Lupita Nyong’o has opened up about her experience filming A Quiet Place: Day One, and how “therapeutic” the experience was for her.

In the film, Nyong’o portrays Sam a cancer-stricken woman who is trying to survive the first day of an alien invasion. Playing a character with cancer was a form of catharsis for Nyong’o, who in 2020 experienced heartbreak and tragedy when her Black Panther co-star Chadwick Boseman died of colon cancer.

Speaking to PEOPLE magazine, Nyong’o said the role was “scary to have to go there”, especially for a character who “is really facing their mortality, even before this apocalypse takes place, and whose life is slipping between her fingers.”

Lupita Nyong'o and Joseph Quinn in 'A Quiet Place: Day One'
Lupita Nyong’o and Joseph Quinn in ‘A Quiet Place: Day One’. CREDIT: Warner Bros.

“That was daunting to have to go there, psychologically and emotionally,” she said. “In the end, it was actually very therapeutic because I had just experienced not too many years ago the death of Chadwick Boseman, which shook me to my core. I definitely was thinking about that a lot.”

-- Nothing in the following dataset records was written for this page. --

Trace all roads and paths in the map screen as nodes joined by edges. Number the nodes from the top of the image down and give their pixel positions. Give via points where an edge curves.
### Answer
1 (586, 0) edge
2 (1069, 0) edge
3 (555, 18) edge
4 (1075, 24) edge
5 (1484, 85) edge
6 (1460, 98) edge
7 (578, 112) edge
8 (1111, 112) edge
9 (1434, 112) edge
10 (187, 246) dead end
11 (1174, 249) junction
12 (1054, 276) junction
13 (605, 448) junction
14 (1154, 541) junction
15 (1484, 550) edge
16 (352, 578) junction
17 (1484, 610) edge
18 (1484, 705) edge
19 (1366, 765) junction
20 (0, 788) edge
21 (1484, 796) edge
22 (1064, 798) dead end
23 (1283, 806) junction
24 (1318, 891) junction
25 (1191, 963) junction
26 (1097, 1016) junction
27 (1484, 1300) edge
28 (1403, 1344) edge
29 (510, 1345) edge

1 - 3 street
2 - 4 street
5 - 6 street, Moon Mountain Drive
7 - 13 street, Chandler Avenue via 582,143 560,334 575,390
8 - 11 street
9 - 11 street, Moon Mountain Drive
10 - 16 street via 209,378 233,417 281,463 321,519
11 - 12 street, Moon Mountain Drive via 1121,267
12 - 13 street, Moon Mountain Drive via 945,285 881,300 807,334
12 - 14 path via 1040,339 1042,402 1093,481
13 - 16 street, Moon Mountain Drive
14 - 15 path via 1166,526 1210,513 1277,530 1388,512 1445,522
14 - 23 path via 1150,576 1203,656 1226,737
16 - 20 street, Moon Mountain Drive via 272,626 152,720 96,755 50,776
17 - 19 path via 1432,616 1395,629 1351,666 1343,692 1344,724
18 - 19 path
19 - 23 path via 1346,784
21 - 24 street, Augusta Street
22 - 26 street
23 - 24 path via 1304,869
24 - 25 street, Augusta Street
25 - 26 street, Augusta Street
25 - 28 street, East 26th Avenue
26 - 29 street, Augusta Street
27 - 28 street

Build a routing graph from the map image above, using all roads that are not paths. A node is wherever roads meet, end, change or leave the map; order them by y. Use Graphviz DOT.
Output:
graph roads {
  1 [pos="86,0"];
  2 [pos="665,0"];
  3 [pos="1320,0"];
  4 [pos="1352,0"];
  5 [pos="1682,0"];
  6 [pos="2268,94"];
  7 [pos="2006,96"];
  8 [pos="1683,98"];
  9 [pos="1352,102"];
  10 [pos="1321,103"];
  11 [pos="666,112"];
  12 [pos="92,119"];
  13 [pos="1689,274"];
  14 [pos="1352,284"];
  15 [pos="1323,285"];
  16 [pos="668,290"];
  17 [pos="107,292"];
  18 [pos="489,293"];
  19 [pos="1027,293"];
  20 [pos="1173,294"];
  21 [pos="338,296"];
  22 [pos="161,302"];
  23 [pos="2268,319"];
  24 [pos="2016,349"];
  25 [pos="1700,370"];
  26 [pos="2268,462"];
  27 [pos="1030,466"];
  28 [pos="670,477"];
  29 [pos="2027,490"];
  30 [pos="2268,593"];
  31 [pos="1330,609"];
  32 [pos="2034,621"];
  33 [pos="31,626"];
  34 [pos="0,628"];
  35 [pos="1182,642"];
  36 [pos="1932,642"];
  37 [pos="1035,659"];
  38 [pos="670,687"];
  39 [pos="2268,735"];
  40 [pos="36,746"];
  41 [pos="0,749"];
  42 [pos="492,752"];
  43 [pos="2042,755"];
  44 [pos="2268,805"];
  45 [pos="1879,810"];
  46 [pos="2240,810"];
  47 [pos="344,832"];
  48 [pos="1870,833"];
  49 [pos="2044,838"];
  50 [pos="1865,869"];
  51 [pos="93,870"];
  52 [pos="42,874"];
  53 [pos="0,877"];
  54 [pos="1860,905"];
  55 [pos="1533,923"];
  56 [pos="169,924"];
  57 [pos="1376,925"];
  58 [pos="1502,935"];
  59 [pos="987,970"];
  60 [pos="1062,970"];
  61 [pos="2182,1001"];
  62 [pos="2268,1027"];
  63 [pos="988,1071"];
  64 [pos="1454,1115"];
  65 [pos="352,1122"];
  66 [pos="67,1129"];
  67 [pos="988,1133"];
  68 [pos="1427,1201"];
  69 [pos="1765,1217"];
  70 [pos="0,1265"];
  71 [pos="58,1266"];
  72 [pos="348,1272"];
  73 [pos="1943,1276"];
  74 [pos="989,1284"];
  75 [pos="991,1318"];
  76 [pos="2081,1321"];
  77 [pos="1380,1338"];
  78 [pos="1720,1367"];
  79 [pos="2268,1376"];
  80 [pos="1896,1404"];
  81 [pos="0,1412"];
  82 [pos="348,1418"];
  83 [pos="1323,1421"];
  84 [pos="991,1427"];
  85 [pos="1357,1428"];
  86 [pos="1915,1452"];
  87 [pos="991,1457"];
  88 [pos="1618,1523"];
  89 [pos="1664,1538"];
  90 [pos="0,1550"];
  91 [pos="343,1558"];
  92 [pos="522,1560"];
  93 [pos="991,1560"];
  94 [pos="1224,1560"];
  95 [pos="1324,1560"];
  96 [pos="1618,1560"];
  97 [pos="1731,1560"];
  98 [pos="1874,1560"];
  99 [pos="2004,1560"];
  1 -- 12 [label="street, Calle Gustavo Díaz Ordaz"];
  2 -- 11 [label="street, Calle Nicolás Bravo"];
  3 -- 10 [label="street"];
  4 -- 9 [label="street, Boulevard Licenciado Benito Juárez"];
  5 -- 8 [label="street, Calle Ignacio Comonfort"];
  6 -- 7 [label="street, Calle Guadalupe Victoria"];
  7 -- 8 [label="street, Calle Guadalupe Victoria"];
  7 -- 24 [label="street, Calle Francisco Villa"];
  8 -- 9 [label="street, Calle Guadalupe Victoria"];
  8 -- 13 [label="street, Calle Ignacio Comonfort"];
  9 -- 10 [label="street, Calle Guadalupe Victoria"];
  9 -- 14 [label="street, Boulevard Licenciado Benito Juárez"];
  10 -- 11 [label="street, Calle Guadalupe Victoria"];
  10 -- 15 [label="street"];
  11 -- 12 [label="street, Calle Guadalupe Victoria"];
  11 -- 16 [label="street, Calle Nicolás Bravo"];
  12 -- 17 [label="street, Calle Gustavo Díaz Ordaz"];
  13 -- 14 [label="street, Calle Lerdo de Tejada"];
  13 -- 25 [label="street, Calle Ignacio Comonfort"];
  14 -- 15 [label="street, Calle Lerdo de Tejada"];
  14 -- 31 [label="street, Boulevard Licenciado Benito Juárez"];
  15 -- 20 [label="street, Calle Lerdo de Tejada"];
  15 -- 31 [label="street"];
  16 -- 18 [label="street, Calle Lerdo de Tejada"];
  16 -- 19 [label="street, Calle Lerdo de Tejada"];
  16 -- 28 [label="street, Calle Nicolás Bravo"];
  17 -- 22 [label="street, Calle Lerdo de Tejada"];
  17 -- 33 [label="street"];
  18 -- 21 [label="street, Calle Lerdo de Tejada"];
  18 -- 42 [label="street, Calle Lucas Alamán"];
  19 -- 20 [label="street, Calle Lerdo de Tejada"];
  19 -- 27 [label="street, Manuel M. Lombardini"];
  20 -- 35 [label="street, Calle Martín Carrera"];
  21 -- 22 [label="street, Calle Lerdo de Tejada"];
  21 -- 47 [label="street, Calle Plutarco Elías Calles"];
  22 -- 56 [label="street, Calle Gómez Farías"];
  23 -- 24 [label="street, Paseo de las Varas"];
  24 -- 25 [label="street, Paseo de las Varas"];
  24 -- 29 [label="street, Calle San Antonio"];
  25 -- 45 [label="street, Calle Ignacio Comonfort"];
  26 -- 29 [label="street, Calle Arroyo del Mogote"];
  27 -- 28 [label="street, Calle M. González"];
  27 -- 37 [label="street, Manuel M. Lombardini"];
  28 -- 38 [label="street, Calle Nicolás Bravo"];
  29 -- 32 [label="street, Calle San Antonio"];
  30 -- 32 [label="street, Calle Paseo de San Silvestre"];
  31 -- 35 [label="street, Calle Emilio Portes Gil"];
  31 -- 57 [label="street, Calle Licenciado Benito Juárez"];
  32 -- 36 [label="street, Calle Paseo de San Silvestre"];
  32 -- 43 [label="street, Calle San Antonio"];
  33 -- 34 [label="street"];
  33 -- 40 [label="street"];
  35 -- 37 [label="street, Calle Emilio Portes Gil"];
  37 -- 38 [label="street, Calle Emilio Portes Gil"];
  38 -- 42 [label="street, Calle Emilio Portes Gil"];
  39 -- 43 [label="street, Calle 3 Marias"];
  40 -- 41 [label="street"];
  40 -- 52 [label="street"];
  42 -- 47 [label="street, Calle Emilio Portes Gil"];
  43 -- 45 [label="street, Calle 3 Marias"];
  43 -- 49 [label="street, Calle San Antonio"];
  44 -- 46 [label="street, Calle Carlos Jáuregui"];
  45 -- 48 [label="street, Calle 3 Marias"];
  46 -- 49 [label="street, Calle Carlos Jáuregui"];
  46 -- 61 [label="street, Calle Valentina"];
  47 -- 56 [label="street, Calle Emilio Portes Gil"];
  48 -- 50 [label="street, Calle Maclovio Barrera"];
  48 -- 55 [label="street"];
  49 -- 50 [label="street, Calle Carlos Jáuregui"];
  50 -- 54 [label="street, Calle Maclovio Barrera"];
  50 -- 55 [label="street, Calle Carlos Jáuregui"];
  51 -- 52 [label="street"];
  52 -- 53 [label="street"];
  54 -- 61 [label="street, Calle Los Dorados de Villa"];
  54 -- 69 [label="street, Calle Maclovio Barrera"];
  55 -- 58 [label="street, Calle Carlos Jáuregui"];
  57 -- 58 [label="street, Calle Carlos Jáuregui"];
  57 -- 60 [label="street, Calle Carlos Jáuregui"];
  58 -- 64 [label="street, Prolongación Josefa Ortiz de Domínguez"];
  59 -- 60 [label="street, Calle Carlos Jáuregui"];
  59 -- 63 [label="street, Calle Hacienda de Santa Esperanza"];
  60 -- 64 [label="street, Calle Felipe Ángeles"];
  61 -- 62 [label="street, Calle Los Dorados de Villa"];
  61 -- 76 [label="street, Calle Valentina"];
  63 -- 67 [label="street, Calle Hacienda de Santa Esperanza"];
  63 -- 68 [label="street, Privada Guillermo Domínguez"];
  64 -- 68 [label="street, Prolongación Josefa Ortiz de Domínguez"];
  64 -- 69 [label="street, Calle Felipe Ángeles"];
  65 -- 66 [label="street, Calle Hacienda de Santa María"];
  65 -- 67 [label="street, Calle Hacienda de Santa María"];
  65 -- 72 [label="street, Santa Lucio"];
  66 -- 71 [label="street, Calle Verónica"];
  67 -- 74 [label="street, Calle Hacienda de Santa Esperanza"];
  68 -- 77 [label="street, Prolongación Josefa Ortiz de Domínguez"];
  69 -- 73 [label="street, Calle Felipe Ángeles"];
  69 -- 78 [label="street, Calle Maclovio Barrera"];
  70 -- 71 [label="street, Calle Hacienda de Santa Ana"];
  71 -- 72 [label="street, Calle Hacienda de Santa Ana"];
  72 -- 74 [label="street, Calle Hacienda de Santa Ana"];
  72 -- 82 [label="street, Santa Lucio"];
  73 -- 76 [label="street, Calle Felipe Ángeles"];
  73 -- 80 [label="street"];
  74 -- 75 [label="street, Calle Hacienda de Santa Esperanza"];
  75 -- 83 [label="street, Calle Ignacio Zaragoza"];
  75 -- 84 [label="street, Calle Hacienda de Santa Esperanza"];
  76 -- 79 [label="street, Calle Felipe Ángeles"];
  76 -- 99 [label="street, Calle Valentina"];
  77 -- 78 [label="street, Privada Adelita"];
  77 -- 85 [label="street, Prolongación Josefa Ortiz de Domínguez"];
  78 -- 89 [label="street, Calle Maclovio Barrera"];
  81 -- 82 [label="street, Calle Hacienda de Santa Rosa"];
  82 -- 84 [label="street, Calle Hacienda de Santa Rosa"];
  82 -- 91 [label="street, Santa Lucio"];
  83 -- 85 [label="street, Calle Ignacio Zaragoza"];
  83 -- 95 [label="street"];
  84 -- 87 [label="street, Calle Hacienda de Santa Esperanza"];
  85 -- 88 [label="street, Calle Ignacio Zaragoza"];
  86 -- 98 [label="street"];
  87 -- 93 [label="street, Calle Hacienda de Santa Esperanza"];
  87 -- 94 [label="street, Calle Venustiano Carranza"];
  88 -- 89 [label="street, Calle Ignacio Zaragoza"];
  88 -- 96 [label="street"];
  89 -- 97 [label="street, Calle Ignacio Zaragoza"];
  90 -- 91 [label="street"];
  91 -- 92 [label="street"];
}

“What I came to realize is that it’s really important to be reminded of our mortality, because then we live life just a little more intentionally,” she went on to add. “When we think we have all the time in the world, we can really take people for granted and experiences for granted.”

Boseman passed away on August 28, 2020 from colon cancer aged 43. Despite being diagnosed with the illness in 2016, the actor had kept the diagnosis private. Some of the movies he starred in after his diagnosis include Captain America: Civil War, Marshall, 21 Bridges, Da 5 Bloods and Black Panther.

Black Panther
Chadwick Boseman as Black Panther. Credit: Disney

A Quiet Place: Day One scored a four-star review from Jordan Bassett, who wrote for NME: “It’s no Aliens or even Gremlins 2, which the film resembles in its relocation to the Big Apple, but nor is it Alien 3, a confused affair that betrayed a similarly laboured journey to the screen. Instead, Sarnoski has crafted a tonally cohesive but low-key drama that happens to be interspersed with moments of white-knuckle terror. Appropriately enough, A Quiet Place: Day One is more of an urgent whisper than a shout.”